Lesen-Hören-Resonanzen
Seniorin initiiert Literaturkreis für Seniorenhausbewohner
Ehrenfeld - (as). „Ich denke, in diesem Bild benutzte Chagall die Farbe Rot
als Platzhalter für das pralle Leben“, meint eine ältere Dame.
„Für mich steht die Leiter als Symbol für die Verbindung zwischen
Himmel und Erde“, ergänzt ein Herr im Rollstuhl mit Blick auf die
DINA-4-große Farbkopie von Chagalls Bild „Die Jakobsleiter“, die
auf seinem Schoß liegt.
Für die acht Senioren, die sich an diesem Morgen in der Kapelle des
Seniorenhauses Heilige Drei Könige eingefunden haben, liegt die
letzte Bildbeschreibung schon Jahrzehnte zurück, was jedoch ihrer
Interpretations- und ihrer Diskussionsfreudigkeit keinen Abbruch tut.

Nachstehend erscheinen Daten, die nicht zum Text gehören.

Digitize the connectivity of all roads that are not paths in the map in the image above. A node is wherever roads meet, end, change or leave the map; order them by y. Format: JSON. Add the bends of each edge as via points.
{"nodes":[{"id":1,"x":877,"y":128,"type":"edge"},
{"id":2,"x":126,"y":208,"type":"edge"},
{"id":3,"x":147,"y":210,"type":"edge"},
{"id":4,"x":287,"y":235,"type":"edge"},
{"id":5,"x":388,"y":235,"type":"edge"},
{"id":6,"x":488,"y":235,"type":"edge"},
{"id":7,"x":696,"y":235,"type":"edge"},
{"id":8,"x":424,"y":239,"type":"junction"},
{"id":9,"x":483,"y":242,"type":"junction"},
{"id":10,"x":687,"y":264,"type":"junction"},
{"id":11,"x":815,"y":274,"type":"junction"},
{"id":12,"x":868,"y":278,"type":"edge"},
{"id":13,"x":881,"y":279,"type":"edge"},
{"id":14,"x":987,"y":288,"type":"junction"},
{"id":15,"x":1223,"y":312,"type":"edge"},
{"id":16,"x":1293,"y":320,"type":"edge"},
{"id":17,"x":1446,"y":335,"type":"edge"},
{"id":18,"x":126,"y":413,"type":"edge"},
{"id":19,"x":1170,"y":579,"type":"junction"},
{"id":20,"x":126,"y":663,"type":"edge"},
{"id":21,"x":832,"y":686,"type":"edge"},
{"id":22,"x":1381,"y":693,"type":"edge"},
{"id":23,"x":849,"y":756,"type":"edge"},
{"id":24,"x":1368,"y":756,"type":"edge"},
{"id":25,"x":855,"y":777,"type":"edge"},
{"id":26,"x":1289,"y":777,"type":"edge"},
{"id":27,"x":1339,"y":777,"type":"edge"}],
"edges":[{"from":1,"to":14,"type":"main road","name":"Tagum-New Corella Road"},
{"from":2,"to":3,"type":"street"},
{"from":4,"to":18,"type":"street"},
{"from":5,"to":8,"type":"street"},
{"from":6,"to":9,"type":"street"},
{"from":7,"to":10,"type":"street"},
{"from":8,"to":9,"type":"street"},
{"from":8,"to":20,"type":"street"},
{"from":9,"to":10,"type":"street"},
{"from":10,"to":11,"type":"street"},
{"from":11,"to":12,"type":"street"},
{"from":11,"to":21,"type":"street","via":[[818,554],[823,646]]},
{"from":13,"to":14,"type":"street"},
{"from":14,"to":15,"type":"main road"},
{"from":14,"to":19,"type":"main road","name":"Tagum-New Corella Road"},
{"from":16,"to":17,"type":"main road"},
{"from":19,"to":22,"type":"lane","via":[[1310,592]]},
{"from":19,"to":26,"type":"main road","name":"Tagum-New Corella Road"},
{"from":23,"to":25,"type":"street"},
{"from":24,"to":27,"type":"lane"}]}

„Ich glaube, das Fazit ist, dass man Tagträume einfach zulassen
sollte“, philosophiert eine andere Teilnehmerin und schaut
erwartungsvoll in die Runde. „Lesen-Hören-Resonanzen“ lautet seit
Mai ein neues Angebot für Literatur interessierte Bewohner des
Seniorenhauses Heilige drei Könige in Ehrenfeld. Ins Leben gerufen
und geleitet wird das Projekt von Barbara Poeplau-Wahle. „Ich kenne
diese Einrichtung noch aus der Zeit, in der mein verstorbener Ehemann
hier betreut und gepflegt wurde. In dieser Zeit wurde mir schnell
klar, dass helfende Hände immer willkommen sind.“ Nach dem Tod
ihres Mannes wollte sich die Kölnerin gerne im Haus und für die
Bewohner ehrenamtlich engagieren. „Als ausgebildete Lehrerin
begleitete mich die Liebe zur Literatur und zur Sprache durch mein
ganzes Leben. Die Leitung des Literaturkreises bietet eine wunderbare
Möglichkeit, dem nachzukommen und auch andere dafür zu
begeistern.“ Unterstützung bei der Konzeption des Projektes erhielt
die engagierte Seniorin von Marc Stutenbäumer, dem Leiter des
Seniorenhauses.
Seit fünf Monaten fährt Poeplau-Wahle nun alle vier Wochen, immer
dienstags für zwei Stunden, ins Seniorenhaus nach Ehrenfeld, um dort
mit den Bewohnern zu lesen. Passend zur Jahreszeit sucht sie Gedichte,
kleine Geschichten oder Buchpassagen zum Vorlesen aus. „Manche der
Literaturkreis-Teilnehmer hören einfach nur zu, andere kommen
miteinander ins Gespräch. Nicht selten wecken die Texte auch
Erinnerungen bei einigen Teilnehmern“, sagt Barbara Poeplau-Wahle.
Zu sehen, wie sich daraus dann lebhafte Diskussionen entwickeln, freut
sie sehr. „Anfangs hatte ich Sorge, dass das Angebot keine Resonanz
bei den Bewohnern auslöst. Aber das ist offensichtlich nicht der
Fall. Ich bin erstaunt, wie froh auch ich nach den Literaturstunden
nach Hause gehe“, fährt die rüstige Seniorin fort.